Our results suggest Leucheria underwent a major split between acaulescent plants with solitary capitula (Clade A) and caulescent plants with multiple capitula (Clade B comprised of three subclades). In Leucheria, the acaulescent habitat is probably primitive, but more work and dating are required to ascertain this conclusion. Species in Clade A are found principally in high Andean vegetation from the extreme southern part of the South American continent to southern Peru. The acaulescent habitat is common in high elevation species (Fabbro and Körner 2004), where plants of short stature are favored under the harsh environmental conditions. Species belonging to the three caulescent lineages (Subclades I, II, III) are distributed principally in sub-Andean vegetation, Mediterranean-type vegetation and coastal desert (Table 1). Species found at relatively lower elevations, as are the species in these three subclades are likely to have evolved well-developed stems because of competition for light with other species in taller vegetation.

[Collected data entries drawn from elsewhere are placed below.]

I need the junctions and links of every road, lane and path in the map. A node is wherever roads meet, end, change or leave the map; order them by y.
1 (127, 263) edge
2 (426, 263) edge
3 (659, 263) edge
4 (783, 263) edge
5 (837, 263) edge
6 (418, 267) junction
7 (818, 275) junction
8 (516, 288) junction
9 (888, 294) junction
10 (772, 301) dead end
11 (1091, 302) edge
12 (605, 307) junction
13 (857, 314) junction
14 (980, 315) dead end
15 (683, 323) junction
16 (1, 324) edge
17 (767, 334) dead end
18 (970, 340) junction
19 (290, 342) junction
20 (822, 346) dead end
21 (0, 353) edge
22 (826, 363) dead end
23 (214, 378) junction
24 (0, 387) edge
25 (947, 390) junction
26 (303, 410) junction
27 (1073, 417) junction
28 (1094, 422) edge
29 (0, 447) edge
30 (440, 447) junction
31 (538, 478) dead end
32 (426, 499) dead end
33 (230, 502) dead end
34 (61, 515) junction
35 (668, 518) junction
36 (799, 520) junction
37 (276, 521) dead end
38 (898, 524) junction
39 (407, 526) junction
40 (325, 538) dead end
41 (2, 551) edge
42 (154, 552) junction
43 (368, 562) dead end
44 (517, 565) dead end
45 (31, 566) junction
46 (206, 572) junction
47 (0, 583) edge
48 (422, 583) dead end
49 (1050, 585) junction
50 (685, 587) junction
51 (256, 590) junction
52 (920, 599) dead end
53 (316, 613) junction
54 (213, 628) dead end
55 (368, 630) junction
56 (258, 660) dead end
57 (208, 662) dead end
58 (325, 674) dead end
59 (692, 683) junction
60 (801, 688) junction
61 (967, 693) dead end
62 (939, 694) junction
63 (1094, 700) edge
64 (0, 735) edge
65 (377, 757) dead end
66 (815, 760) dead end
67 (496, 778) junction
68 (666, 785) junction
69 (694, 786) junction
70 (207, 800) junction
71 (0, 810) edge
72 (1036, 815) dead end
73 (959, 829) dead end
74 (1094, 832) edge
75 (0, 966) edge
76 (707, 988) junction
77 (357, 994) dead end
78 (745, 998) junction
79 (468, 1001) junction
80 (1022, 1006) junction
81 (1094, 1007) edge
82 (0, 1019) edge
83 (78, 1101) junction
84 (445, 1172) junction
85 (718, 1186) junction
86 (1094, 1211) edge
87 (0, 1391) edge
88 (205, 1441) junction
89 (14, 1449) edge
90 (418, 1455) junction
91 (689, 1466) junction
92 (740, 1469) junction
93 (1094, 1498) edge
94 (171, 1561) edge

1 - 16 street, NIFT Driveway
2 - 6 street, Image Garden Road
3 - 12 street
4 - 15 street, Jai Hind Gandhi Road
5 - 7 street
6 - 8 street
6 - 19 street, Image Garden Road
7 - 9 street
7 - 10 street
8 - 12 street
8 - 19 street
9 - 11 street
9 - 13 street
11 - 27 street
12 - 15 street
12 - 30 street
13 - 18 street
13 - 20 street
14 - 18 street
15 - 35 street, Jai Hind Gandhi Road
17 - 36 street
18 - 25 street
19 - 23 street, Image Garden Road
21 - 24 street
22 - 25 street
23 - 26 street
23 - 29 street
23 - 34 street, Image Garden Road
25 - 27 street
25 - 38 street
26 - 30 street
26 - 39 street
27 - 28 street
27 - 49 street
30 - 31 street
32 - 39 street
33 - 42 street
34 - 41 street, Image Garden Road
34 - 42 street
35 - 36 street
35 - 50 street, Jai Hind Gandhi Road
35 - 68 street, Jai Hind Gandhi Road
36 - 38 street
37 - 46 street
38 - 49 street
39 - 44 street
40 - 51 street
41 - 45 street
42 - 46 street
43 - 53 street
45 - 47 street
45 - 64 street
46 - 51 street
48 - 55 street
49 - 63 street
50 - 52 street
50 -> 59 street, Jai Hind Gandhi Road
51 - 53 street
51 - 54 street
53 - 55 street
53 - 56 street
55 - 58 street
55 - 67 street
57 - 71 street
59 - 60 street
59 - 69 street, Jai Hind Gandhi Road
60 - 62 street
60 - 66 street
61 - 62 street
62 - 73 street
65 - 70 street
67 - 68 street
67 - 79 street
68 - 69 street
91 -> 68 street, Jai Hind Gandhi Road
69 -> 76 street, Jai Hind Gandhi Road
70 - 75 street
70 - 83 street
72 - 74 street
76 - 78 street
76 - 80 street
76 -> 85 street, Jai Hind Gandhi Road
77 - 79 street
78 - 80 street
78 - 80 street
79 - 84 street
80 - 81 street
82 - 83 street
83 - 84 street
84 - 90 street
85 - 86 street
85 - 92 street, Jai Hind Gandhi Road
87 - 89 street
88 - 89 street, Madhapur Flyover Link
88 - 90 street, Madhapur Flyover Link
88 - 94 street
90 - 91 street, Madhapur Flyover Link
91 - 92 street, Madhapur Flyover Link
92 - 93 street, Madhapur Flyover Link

Molecular analysis of cpDNA suggests that the caulescent state is basal in the genus Rheum (Sun et al. 2012). In the genus Streptocarpus, the basal species are caulescent species, but shifts to the acaulescent habit have also occurred (Möller and Cronk 2001). In Viola, derived clades can include both caulescent and acaulescent species (Ballard and Sytsma 2000). Evolutionary transitions between the caulescent and acaulescent state will depend on the sequence of habitats colonized in evolutionary time. For example, acaulescent species are common in high alpine environments. When a lineage descends from high elevation, it is likely to acquire a caulescent habit; to the contrary, if a linage colonizes into the high altitude environment from lower elevation, the direction of evolution is likely to be from caulescent to acaulescent.

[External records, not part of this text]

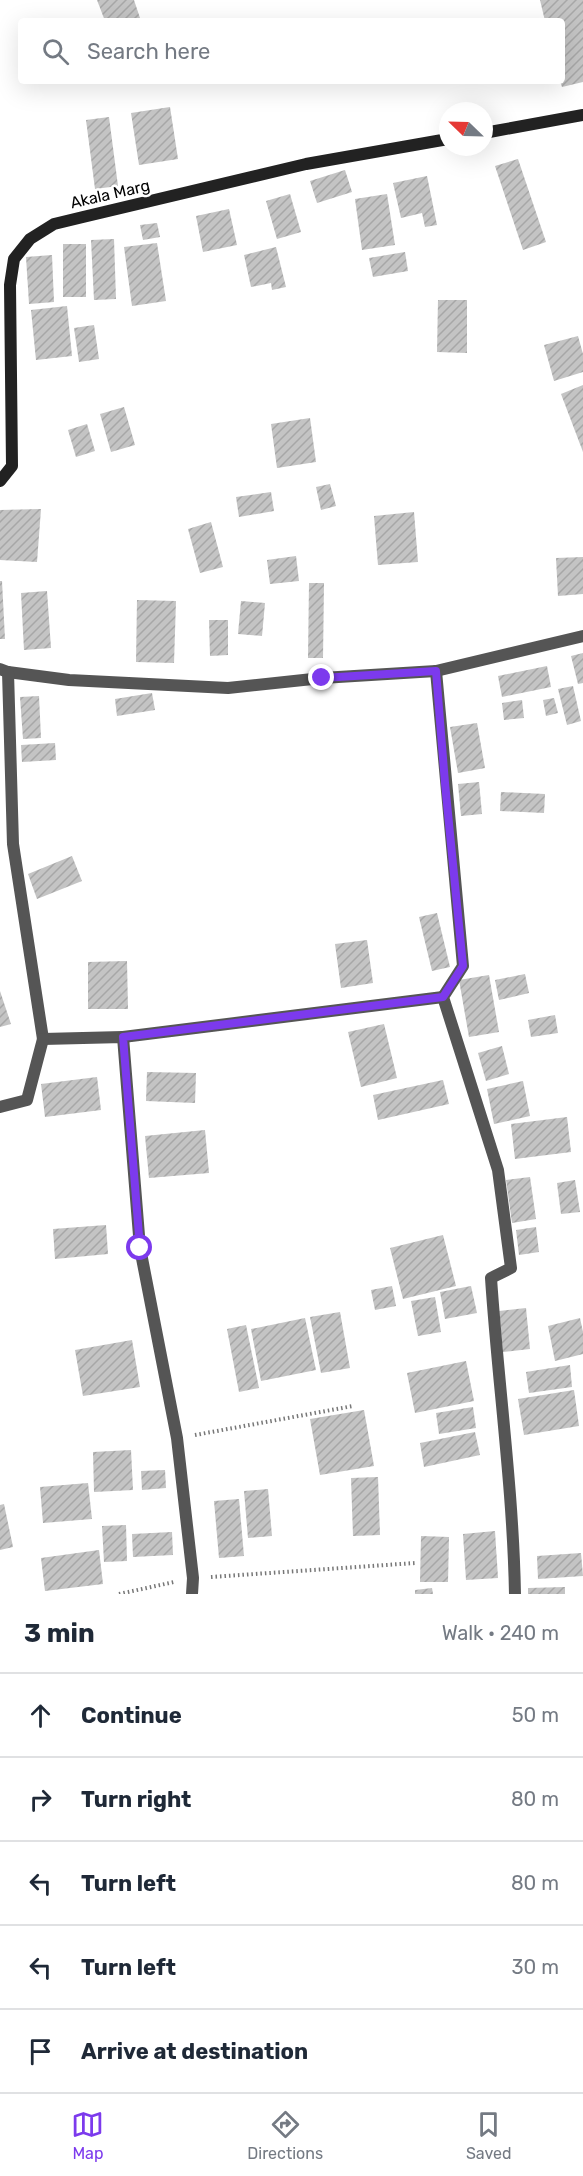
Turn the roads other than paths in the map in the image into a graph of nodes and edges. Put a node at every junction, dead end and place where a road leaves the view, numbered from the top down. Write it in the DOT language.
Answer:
graph roads {
  1 [pos="583,115"];
  2 [pos="493,131"];
  3 [pos="439,141"];
  4 [pos="0,481"];
  5 [pos="583,636"];
  6 [pos="4,670"];
  7 [pos="436,671"];
  8 [pos="443,997"];
  9 [pos="123,1037"];
  10 [pos="43,1039"];
  11 [pos="0,1107"];
  12 [pos="192,1594"];
  13 [pos="515,1594"];
  1 -- 2 [label="main road"];
  3 -- 4 [label="main road, Akala Marg"];
  5 -- 7 [label="street"];
  6 -- 7 [label="street"];
  6 -- 10 [label="street"];
  7 -- 8 [label="street"];
  8 -- 9 [label="street"];
  8 -- 13 [label="street"];
  9 -- 10 [label="street"];
  9 -- 12 [label="street"];
  10 -- 11 [label="street"];
}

The discrepancies found between the nine morphologically defined evolutionary lines recognized by Crisci (1976) and the lineages identified in this study are mainly due to the types of characters that were used to categorize the nine lines. Morphological characteristics, such as amount of pubescence or plant size, can be highly homoplastic (Álvarez et al. 1999) and show similarities without an ancestor–descendent relationship. Consequently, morphological and molecular characters commonly show incongruences (Hillis and Wiens 2000). Moreover, characteristics such as plant size can be affected by environmental factors (Goyenechea and Contreras-Ramos 2007). Crisci (1976) omitted two species from his nine evolutionary lines (L. papillosa and L. glandulosa). In the topology presented here, these species are found in Clade A and Subclade III, respectively.

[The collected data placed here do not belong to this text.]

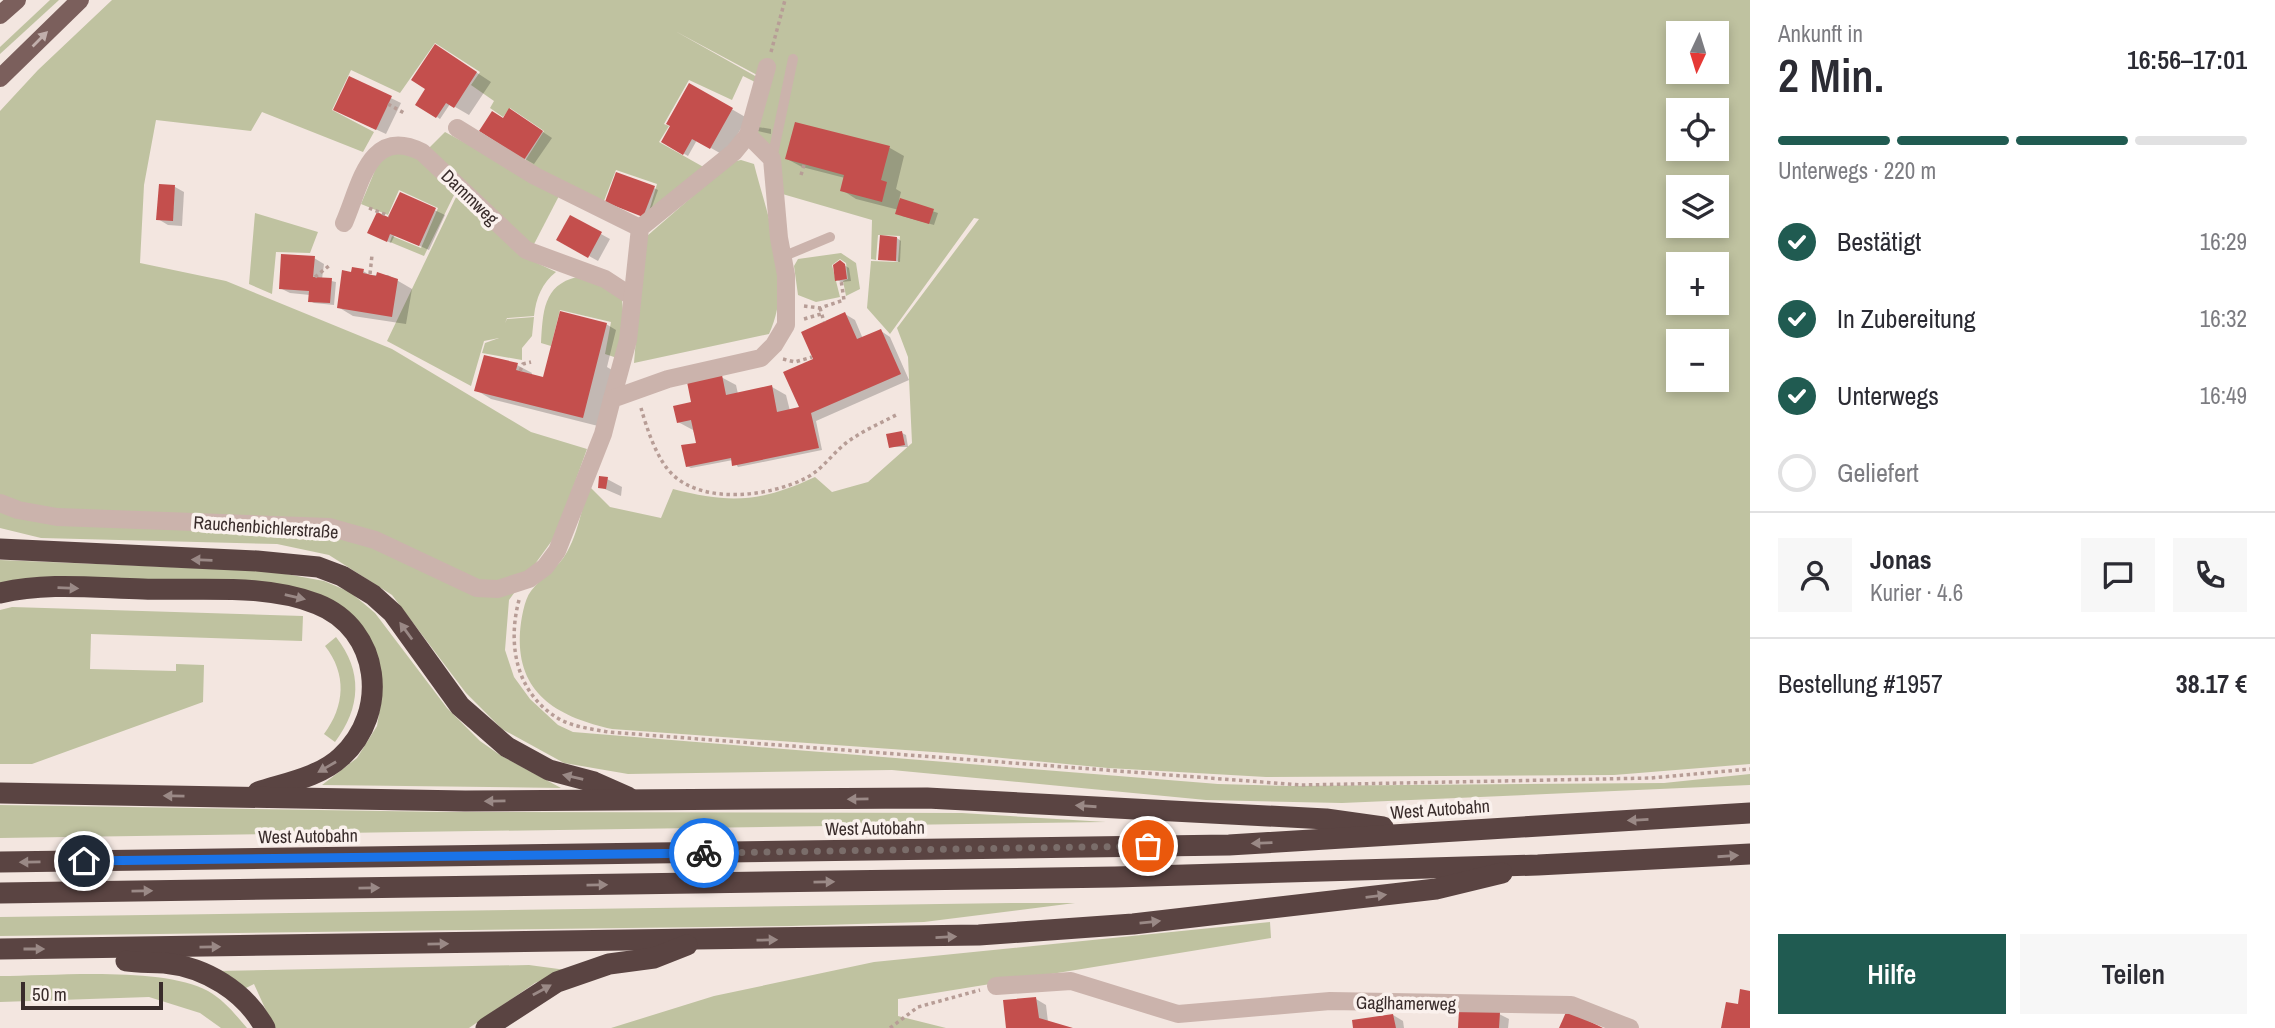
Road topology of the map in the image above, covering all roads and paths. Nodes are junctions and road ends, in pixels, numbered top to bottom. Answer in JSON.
{"nodes":[{"id":1,"x":17,"y":0,"type":"edge"},
{"id":2,"x":80,"y":0,"type":"edge"},
{"id":3,"x":785,"y":0,"type":"edge"},
{"id":4,"x":0,"y":15,"type":"edge"},
{"id":5,"x":793,"y":59,"type":"dead end"},
{"id":6,"x":767,"y":67,"type":"joint"},
{"id":7,"x":0,"y":78,"type":"edge"},
{"id":8,"x":388,"y":104,"type":"dead end"},
{"id":9,"x":404,"y":113,"type":"dead end"},
{"id":10,"x":457,"y":128,"type":"dead end"},
{"id":11,"x":748,"y":135,"type":"junction"},
{"id":12,"x":772,"y":159,"type":"junction"},
{"id":13,"x":804,"y":164,"type":"dead end"},
{"id":14,"x":801,"y":175,"type":"dead end"},
{"id":15,"x":354,"y":202,"type":"junction"},
{"id":16,"x":389,"y":216,"type":"dead end"},
{"id":17,"x":344,"y":223,"type":"dead end"},
{"id":18,"x":640,"y":228,"type":"junction"},
{"id":19,"x":830,"y":237,"type":"dead end"},
{"id":20,"x":372,"y":255,"type":"dead end"},
{"id":21,"x":782,"y":257,"type":"junction"},
{"id":22,"x":330,"y":265,"type":"dead end"},
{"id":23,"x":370,"y":274,"type":"dead end"},
{"id":24,"x":315,"y":277,"type":"dead end"},
{"id":25,"x":841,"y":280,"type":"dead end"},
{"id":26,"x":631,"y":296,"type":"junction"},
{"id":27,"x":786,"y":297,"type":"junction"},
{"id":28,"x":820,"y":308,"type":"junction"},
{"id":29,"x":824,"y":322,"type":"dead end"},
{"id":30,"x":531,"y":362,"type":"dead end"},
{"id":31,"x":520,"y":371,"type":"dead end"},
{"id":32,"x":637,"y":390,"type":"junction"},
{"id":33,"x":612,"y":399,"type":"junction"},
{"id":34,"x":898,"y":414,"type":"dead end"},
{"id":35,"x":0,"y":503,"type":"edge"},
{"id":36,"x":0,"y":550,"type":"edge"},
{"id":37,"x":529,"y":579,"type":"junction"},
{"id":38,"x":0,"y":593,"type":"edge"},
{"id":39,"x":1750,"y":769,"type":"edge"},
{"id":40,"x":0,"y":793,"type":"edge"},
{"id":41,"x":242,"y":798,"type":"junction"},
{"id":42,"x":636,"y":801,"type":"junction"},
{"id":43,"x":1750,"y":813,"type":"edge"},
{"id":44,"x":1414,"y":832,"type":"junction"},
{"id":45,"x":1750,"y":854,"type":"edge"},
{"id":46,"x":0,"y":862,"type":"edge"},
{"id":47,"x":1538,"y":865,"type":"junction"},
{"id":48,"x":0,"y":893,"type":"edge"},
{"id":49,"x":699,"y":941,"type":"junction"},
{"id":50,"x":0,"y":949,"type":"edge"},
{"id":51,"x":69,"y":950,"type":"junction"},
{"id":52,"x":996,"y":986,"type":"joint"},
{"id":53,"x":1180,"y":1021,"type":"edge"},
{"id":54,"x":265,"y":1028,"type":"edge"},
{"id":55,"x":486,"y":1028,"type":"edge"},
{"id":56,"x":890,"y":1028,"type":"edge"},
{"id":57,"x":1630,"y":1028,"type":"edge"}],
"edges":[{"from":1,"to":4,"type":"main road"},
{"from":7,"to":2,"type":"main road","one_way":true},
{"from":3,"to":6,"type":"path"},
{"from":5,"to":12,"type":"lane"},
{"from":6,"to":11,"type":"street"},
{"from":8,"to":9,"type":"path"},
{"from":10,"to":18,"type":"street"},
{"from":11,"to":12,"type":"street"},
{"from":11,"to":18,"type":"street"},
{"from":12,"to":21,"type":"street"},
{"from":13,"to":14,"type":"path"},
{"from":15,"to":16,"type":"path"},
{"from":15,"to":17,"type":"street","name":"Dammweg"},
{"from":15,"to":26,"type":"street","name":"Dammweg"},
{"from":18,"to":26,"type":"street","name":"Rauchenbichlerstraße"},
{"from":19,"to":21,"type":"lane"},
{"from":20,"to":23,"type":"path"},
{"from":21,"to":27,"type":"street"},
{"from":22,"to":24,"type":"path"},
{"from":25,"to":28,"type":"path"},
{"from":26,"to":33,"type":"street","name":"Rauchenbichlerstraße"},
{"from":27,"to":28,"type":"path"},
{"from":27,"to":32,"type":"street"},
{"from":28,"to":29,"type":"path"},
{"from":30,"to":31,"type":"path"},
{"from":32,"to":33,"type":"street"},
{"from":32,"to":34,"type":"path"},
{"from":33,"to":37,"type":"street","name":"Rauchenbichlerstraße"},
{"from":35,"to":37,"type":"street","name":"Rauchenbichlerstraße"},
{"from":42,"to":36,"type":"highway","one_way":true},
{"from":37,"to":39,"type":"path"},
{"from":38,"to":41,"type":"highway","one_way":true},
{"from":41,"to":40,"type":"highway","one_way":true},
{"from":42,"to":41,"type":"highway","one_way":true},
{"from":44,"to":42,"type":"highway","one_way":true},
{"from":43,"to":44,"type":"highway","name":"West Autobahn","one_way":true},
{"from":44,"to":46,"type":"highway","name":"West Autobahn","one_way":true},
{"from":47,"to":45,"type":"highway","one_way":true},
{"from":48,"to":47,"type":"highway","one_way":true},
{"from":49,"to":47,"type":"highway","one_way":true},
{"from":51,"to":49,"type":"highway","one_way":true},
{"from":55,"to":49,"type":"highway","one_way":true},
{"from":50,"to":51,"type":"highway","one_way":true},
{"from":51,"to":54,"type":"highway"},
{"from":52,"to":53,"type":"street","name":"Gaglhamerweg"},
{"from":52,"to":56,"type":"path"},
{"from":53,"to":57,"type":"street","name":"Gaglhamerweg"}]}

The results showed that the annual habit in Leucheria is a derived condition that evolved on two independently occasions in Subclades II and III. The three annual herbs in Subclade II (L. cerberoana, L. cumingii and L. menana) inhabit the Chilean coastal winter rainfall desert characterized by extremely low and unpredictable rainfall. Rainfall varies from 100 to 120 mm/year in the southern part of the winter rainfall desert to 14 mm/year in the northern sector near Antofagasta. Annuals in Subclade III (L. tenuis and L. oligocephala) are found in the northern part of central Chile with a Mediterranean-type climate, where rainfall is less than 250–700 mm/year. In general, annuals are favored in desert and Mediterranean-type climates. Annuals can avoid long dry seasons and unpredictable rainfall as seed banks and have the capacity for high growth rates during the humid season (Schaffer and Gadgil 1975; Evans et al. 2005; Jara et al. 2006; Rivero et al. 2007). Annuals are favored in deserts also because of the abundance of open space, which enhances seedling survival (Schaffer and Gadgil 1975; Crawley 1997; Dimmitt 2000; Silvertown and Charlesworth 2001; Evans et al. 2005). In central Chile, the frequency of annual species in the vascular plant flora increases with the degree of aridity (Arroyo et al. 1995), and it is known that the annual species have longer lived seed banks than perennial species in Chaetanthera (Arroyo et al. 2006). Although no experimental work has been undertaken to detect seed banks in Leucheria, it is very likely that the annual species will turn out to have persistent seed banks.